Disclaimer: I originally asked this on math.se, but did not get a response.

Answer 1

I strongly guess that, you mean, the maps of your direct system, $$R/I_t\rightarrow R/I_{t+1},$$ whose colimit is, $$R/I^\infty,$$ are the multiplication by $x_0\ldots x_{n-1}$. So I think that your question has a positive answer. For a complete description I aim to firstly give some definitions. The following definitions are given in the paper Sharp and Zakeri.

Let $R$ be a ring and $U$ be a non-empty subset of $R^n$ where $n\in \mathbb{N}$. Then $U $ is said to be a traingular subset of $R^n$ if it satisfies the following two conditions:

(1) for each $(u_1,\ldots,u_n)\in U$ and $\alpha_1,\ldots,\alpha_n\in \mathbb{N}$ we have $(u_1^{\alpha_1},\ldots,u_n^{\alpha_n})\in U$

(2) for each $(u_1,\ldots,u_n),(v_1,\ldots,v_n)\in U$ there exists $n\times n$ lower triangular matrices $H,K$ with entries in R and $(w_1,\ldots,w_n)\in U$ such that $H[u_1,\ldots,u_n]^\tau=[w_1,\ldots,w_n]^\tau=K[v_1,\ldots,v_n]^\tau$ (here the notation $\tau$ stands for the transpose of matrix).

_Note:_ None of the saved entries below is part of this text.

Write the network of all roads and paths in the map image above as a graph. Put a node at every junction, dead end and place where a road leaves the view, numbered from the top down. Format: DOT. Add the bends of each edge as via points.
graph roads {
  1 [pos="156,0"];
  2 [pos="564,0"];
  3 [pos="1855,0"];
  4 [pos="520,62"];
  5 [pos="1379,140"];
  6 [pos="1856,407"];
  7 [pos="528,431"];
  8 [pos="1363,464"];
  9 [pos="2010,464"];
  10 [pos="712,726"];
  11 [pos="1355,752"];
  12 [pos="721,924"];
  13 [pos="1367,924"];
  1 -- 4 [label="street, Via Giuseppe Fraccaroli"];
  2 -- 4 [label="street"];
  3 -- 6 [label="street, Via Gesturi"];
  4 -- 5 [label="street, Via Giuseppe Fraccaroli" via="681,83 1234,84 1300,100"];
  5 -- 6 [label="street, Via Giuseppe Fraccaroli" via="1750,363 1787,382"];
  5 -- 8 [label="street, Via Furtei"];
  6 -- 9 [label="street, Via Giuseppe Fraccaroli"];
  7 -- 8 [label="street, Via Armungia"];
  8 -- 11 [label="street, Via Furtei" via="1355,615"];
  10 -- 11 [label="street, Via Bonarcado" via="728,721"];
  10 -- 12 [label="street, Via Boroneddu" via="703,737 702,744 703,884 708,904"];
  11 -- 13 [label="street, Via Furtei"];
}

Now fix a triangular subset $U$ of $R^n$. Let $M$ be an $R$-module. Then one can define an equivalance relation on $U\times M$ such that $((u_1,\ldots,u_n),m)$ is equivalent to $((v_1,\ldots v_n),n)$ if and only if there exists $(w_1,\ldots,w_n)\in U$ and lower triangular matrices $H,K$ such that, $$ H[u_1,\ldots,u_n]^\tau=[w_1,\ldots,w_n]^\tau=K[v_1,\ldots,v_n]^\tau $$ and $\text{det}(H)m-\text{det}(K)n\in (w_1,\ldots,w_{n-1})M$.

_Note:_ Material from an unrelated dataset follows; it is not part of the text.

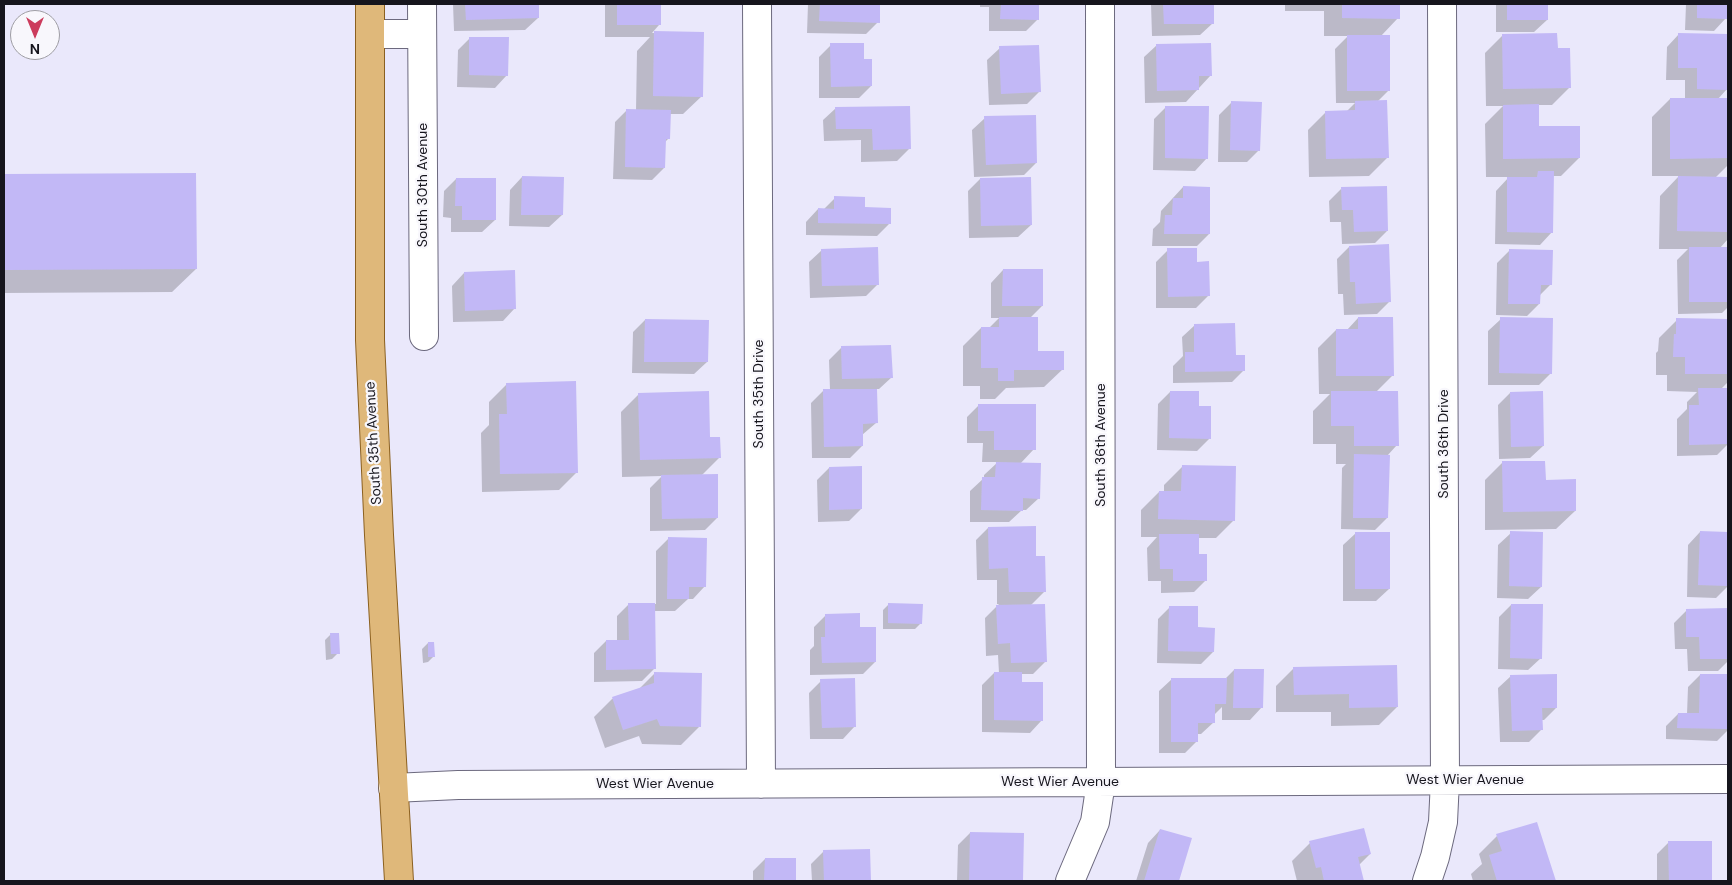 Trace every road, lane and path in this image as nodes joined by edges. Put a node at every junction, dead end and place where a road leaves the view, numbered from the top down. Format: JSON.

By this definition we get an $R$-module denote by $U^{-n}(M)$ which is called the module of generalized fractions. In fact one can verify that this definition generalizes the definition of the localization of an $R$-module at a multiplicative closed subset of $R$.

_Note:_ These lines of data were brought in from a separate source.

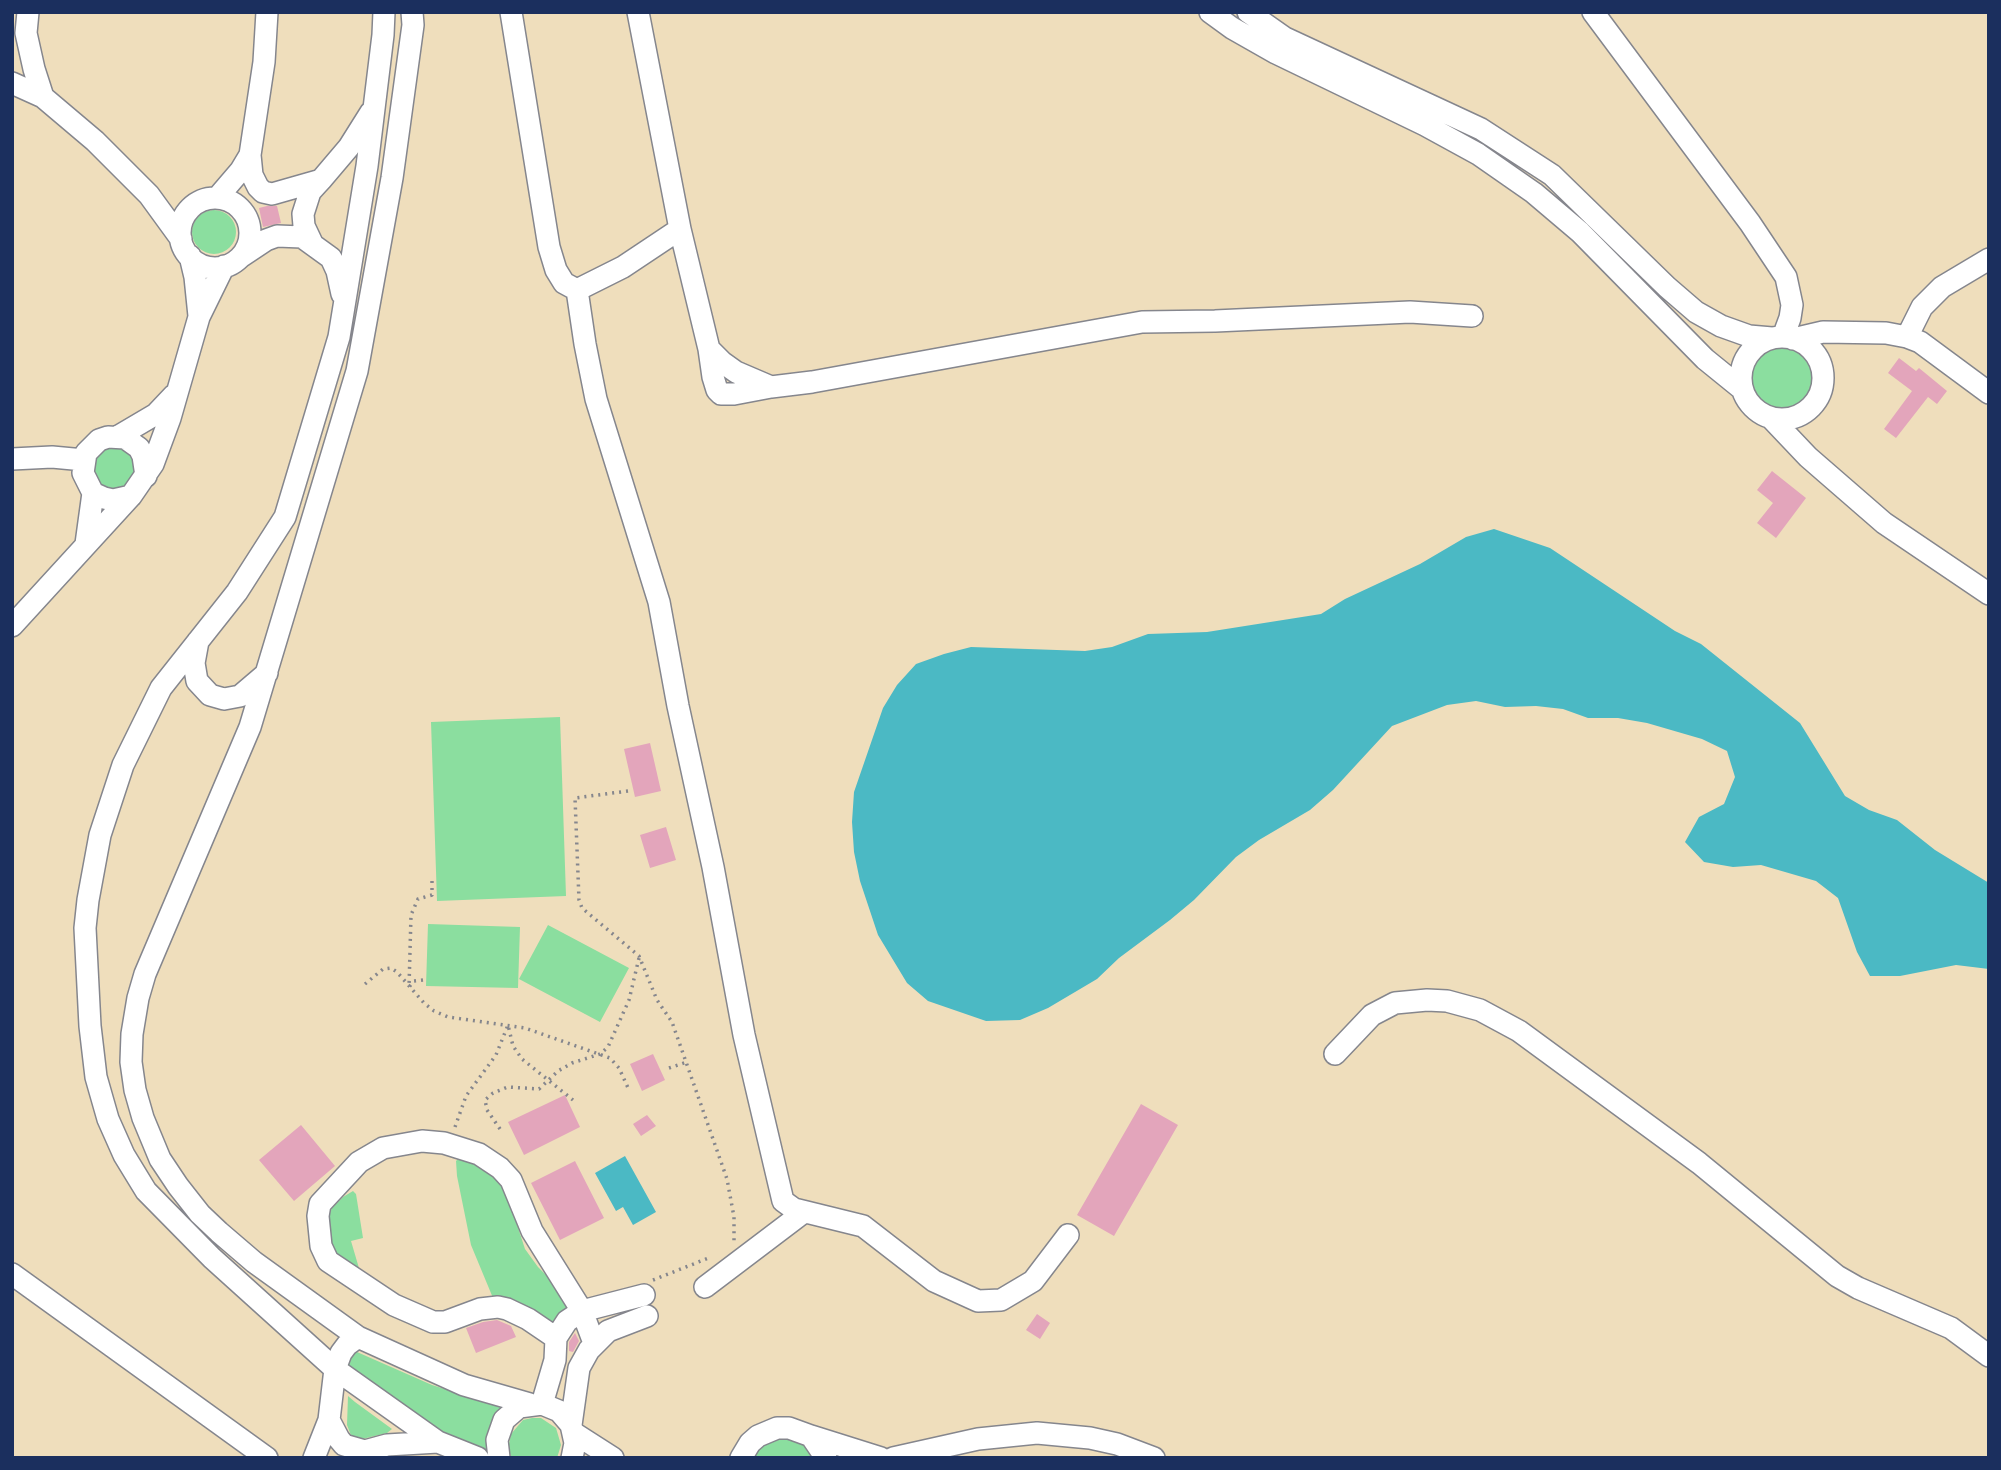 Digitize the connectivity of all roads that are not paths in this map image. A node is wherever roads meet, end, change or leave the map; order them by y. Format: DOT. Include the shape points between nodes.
graph roads {
  1 [pos="267,12"];
  2 [pos="384,12"];
  3 [pos="412,12"];
  4 [pos="511,12"];
  5 [pos="638,12"];
  6 [pos="1210,12"];
  7 [pos="1248,12"];
  8 [pos="1594,12"];
  9 [pos="22,30"];
  10 [pos="12,83"];
  11 [pos="43,97"];
  12 [pos="374,107"];
  13 [pos="250,155"];
  14 [pos="321,180"];
  15 [pos="272,194"];
  16 [pos="149,195"];
  17 [pos="216,202"];
  18 [pos="680,229"];
  19 [pos="312,243"];
  20 [pos="186,248"];
  21 [pos="1989,259"];
  22 [pos="232,261"];
  23 [pos="578,290"];
  24 [pos="345,304"];
  25 [pos="1472,316"];
  26 [pos="199,317"];
  27 [pos="1907,337"];
  28 [pos="1783,338"];
  29 [pos="1742,389"];
  30 [pos="178,391"];
  31 [pos="1989,393"];
  32 [pos="1771,418"];
  33 [pos="117,437"];
  34 [pos="12,459"];
  35 [pos="84,460"];
  36 [pos="146,476"];
  37 [pos="93,493"];
  38 [pos="131,496"];
  39 [pos="86,544"];
  40 [pos="1989,594"];
  41 [pos="12,626"];
  42 [pos="198,641"];
  43 [pos="267,673"];
  44 [pos="1335,1054"];
  45 [pos="804,1212"];
  46 [pos="1068,1235"];
  47 [pos="12,1274"];
  48 [pos="705,1287"];
  49 [pos="646,1288"];
  50 [pos="582,1311"];
  51 [pos="648,1316"];
  52 [pos="358,1337"];
  53 [pos="556,1338"];
  54 [pos="594,1343"];
  55 [pos="1989,1356"];
  56 [pos="555,1360"];
  57 [pos="579,1368"];
  58 [pos="335,1369"];
  59 [pos="536,1404"];
  60 [pos="329,1420"];
  61 [pos="572,1429"];
  62 [pos="811,1436"];
  63 [pos="438,1442"];
  64 [pos="746,1451"];
  65 [pos="363,1454"];
  66 [pos="613,1457"];
  67 [pos="267,1458"];
  68 [pos="314,1458"];
  69 [pos="478,1458"];
  70 [pos="499,1458"];
  71 [pos="572,1458"];
  72 [pos="730,1458"];
  73 [pos="826,1458"];
  74 [pos="881,1458"];
  75 [pos="893,1458"];
  76 [pos="1154,1458"];
  1 -- 13 [label="street"];
  2 -- 12 [label="street"];
  3 -- 43 [label="street" via="392,178 357,371"];
  4 -- 23 [label="street" via="549,247 564,283"];
  5 -- 18 [label="street"];
  6 -- 29 [label="street" via="1276,53 1478,154 1534,193 1580,232 1705,359"];
  7 -- 28 [label="street" via="1285,38 1481,129 1552,175 1696,312 1740,333"];
  8 -- 28 [label="street" via="1786,277 1792,305"];
  9 -- 11 [label="street"];
  10 -- 11 [label="street"];
  11 -- 16 [label="street"];
  12 -- 14 [label="street"];
  12 -- 24 [label="street"];
  13 -- 15 [label="street" via="255,183"];
  13 -- 17 [label="street"];
  14 -- 15 [label="street"];
  14 -- 19 [label="street" via="310,192 303,214"];
  15 -- 17 [label="street"];
  16 -- 17 [label="street" via="179,202"];
  16 -- 20 [label="street"];
  17 -- 20 [label="street" via="184,219 181,229"];
  17 -- 22 [label="street" via="243,211 250,230 250,239"];
  18 -- 23 [label="street"];
  18 -- 25 [label="street" via="713,377 721,394 812,382 1142,322 1410,312"];
  19 -- 22 [label="street" via="302,237 277,236"];
  19 -- 24 [label="street" via="331,258"];
  20 -- 22 [label="street" via="206,266"];
  20 -- 26 [label="street"];
  21 -- 27 [label="street" via="1942,287 1922,307"];
  22 -- 26 [label="street"];
  23 -- 45 [label="street" via="596,399 659,602 744,1035 783,1201"];
  24 -- 42 [label="street" via="285,517 237,592"];
  26 -- 30 [label="street"];
  27 -- 28 [label="street" via="1824,331"];
  27 -- 31 [label="street"];
  28 -- 29 [label="street" via="1762,342 1747,357"];
  28 -- 32 [label="street" via="1811,350 1823,379 1817,400 1802,414"];
  29 -- 32 [label="street" via="1753,408"];
  30 -- 33 [label="street" via="156,414"];
  30 -- 36 [label="street"];
  32 -- 40 [label="street" via="1884,523"];
  33 -- 35 [label="street" via="99,440"];
  33 -- 36 [label="street" via="139,448"];
  34 -- 35 [label="street"];
  35 -- 37 [label="street" via="84,479"];
  36 -- 38 [label="street"];
  37 -- 38 [label="street" via="113,500"];
  37 -- 39 [label="street"];
  38 -- 39 [label="street"];
  39 -- 41 [label="street"];
  42 -- 43 [label="street" via="197,681 210,695 224,699 240,695"];
  42 -- 58 [label="street" via="161,688 143,722 100,835 85,928 96,1077 108,1119 146,1191 212,1258"];
  43 -- 52 [label="street" via="250,727 145,974 132,1034 132,1071 143,1118 160,1159 200,1214 254,1262"];
  44 -- 55 [label="street" via="1372,1015 1395,1003 1447,1001 1480,1010 1519,1031 1688,1155 1838,1276 1951,1328"];
  45 -- 46 [label="street" via="863,1226 934,1282 978,1301 1001,1300 1033,1281"];
  45 -- 48 [label="street"];
  47 -- 67 [label="street"];
  49 -- 50 [label="street"];
  50 -- 53 [label="street" via="567,1321"];
  50 -- 53 [label="street" via="532,1231 511,1180 470,1150 422,1141 383,1148 359,1162 318,1207 324,1256 394,1306 426,1321 445,1322 498,1307 517,1312"];
  50 -- 54 [label="street"];
  51 -- 54 [label="street" via="608,1331"];
  52 -- 58 [label="street" via="341,1353"];
  52 -- 59 [label="street" via="464,1385"];
  53 -- 56 [label="street"];
  54 -- 57 [label="street"];
  56 -- 57 [label="street"];
  56 -- 59 [label="street"];
  57 -- 61 [label="street"];
  58 -- 60 [label="street"];
  58 -- 63 [label="street"];
  59 -- 61 [label="street" via="559,1411"];
  59 -- 70 [label="street" via="519,1407 504,1420 497,1440"];
  60 -- 65 [label="street" via="339,1440"];
  60 -- 68 [label="street"];
  61 -- 66 [label="street"];
  61 -- 71 [label="street"];
  62 -- 64 [label="street" via="777,1428 758,1436"];
  62 -- 73 [label="street"];
  62 -- 74 [label="street"];
  63 -- 65 [label="street" via="387,1445"];
  63 -- 69 [label="street"];
  64 -- 72 [label="street"];
  75 -- 76 [label="street" via="978,1439 1037,1433 1090,1438"];
}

Now assume that $x_1,\ldots,x_n$ is sequence of elements of $R$. Extend this sequence to an infinite sequence, $x_1,\ldots,x_n,1,1,\ldots,1,\ldots$ ($x_i=1$ for $i\ge n+1$). Then for each $i$ we get the triangular subset, $$U_i:=\{(x_1^{\alpha_1},\ldots,x_i^{\alpha_i});\text{ for some } 0\le j\le i, \alpha_1,\ldots,\alpha_j\in \mathbb{N} \text{ and } ,\alpha_{j+1}=\ldots=\alpha_i=0\},$$ of $R^i$. In particular for each $1\le i\le n$ we get the $R$-module $U_i^{-i}(R)$ of generalized fractions which form the complex, $$ 0\rightarrow R\rightarrow U_1^{-1}(R)\rightarrow \ldots \rightarrow U_i^{-i}(R) \overset{e^i}{\rightarrow}U_{i+1}^{-i-1}(R)\rightarrow\ldots,$$ in which the differential $e^i$ are defined by,

$$ e^i(r/(u_1,\ldots,u_i))=r/(u_1,\ldots,u_i,1).$$

In 2.2 Theorem of the paper On the Generalized Fractions of Sharp and Zakeri it is proved the above complex is isomorphic to the complex which is the same as your first construction, i.e. considering the cokernel of the localization map at element $x_i$ at each step.

Now in your situation we have the sequence $x_0,\ldots,x_{n-1}$ and the above mentioned Theorem states that $U_{n+1}^{-n-1}(R)\cong R/(x_0^\infty,\ldots,x_{n-1}^\infty)$ (with your notation). Now one can prove that the module of generalized fractions $U^{-n-1}_{n+1}(R)$ is nothing but your direct limit $\lim_{\rightarrow} R/(x_0^i,\ldots,x_{n-1}^i)$ in which the maps $R/(x_0^i,\ldots,x_{n-1}^i)\rightarrow R/(x_0^j,\ldots,x_{n-1}^j)$ are multiplication maps by $x_0^{j-i}\ldots x_{n-1}^{j-i}$ (In order to prove this isomorphism you need to use Lemma 2.3 of the paper Modules of Generalized Fractions. Using this lemma you can reduce an arbitrary lower triangular matrix to a diagonal matrix whose diagonal is something like $x_0^t,\ldots,x_{n-1}^t,1$)). In fact your question has still an affirmative answer even if we drop the condition for the sequence to be a regular sequence. The modules you are interested are called the top local cohomology modules supported at the ideal $(x_0,\ldots,x_{n-1})$.

By virtue of the paper Comparison of Certain Complexes of Modules of Generalized Fractions and Čech Complexes, over a Noetherian ring, it is always possible even to compute also the other local cohomology modules by means of the above complex.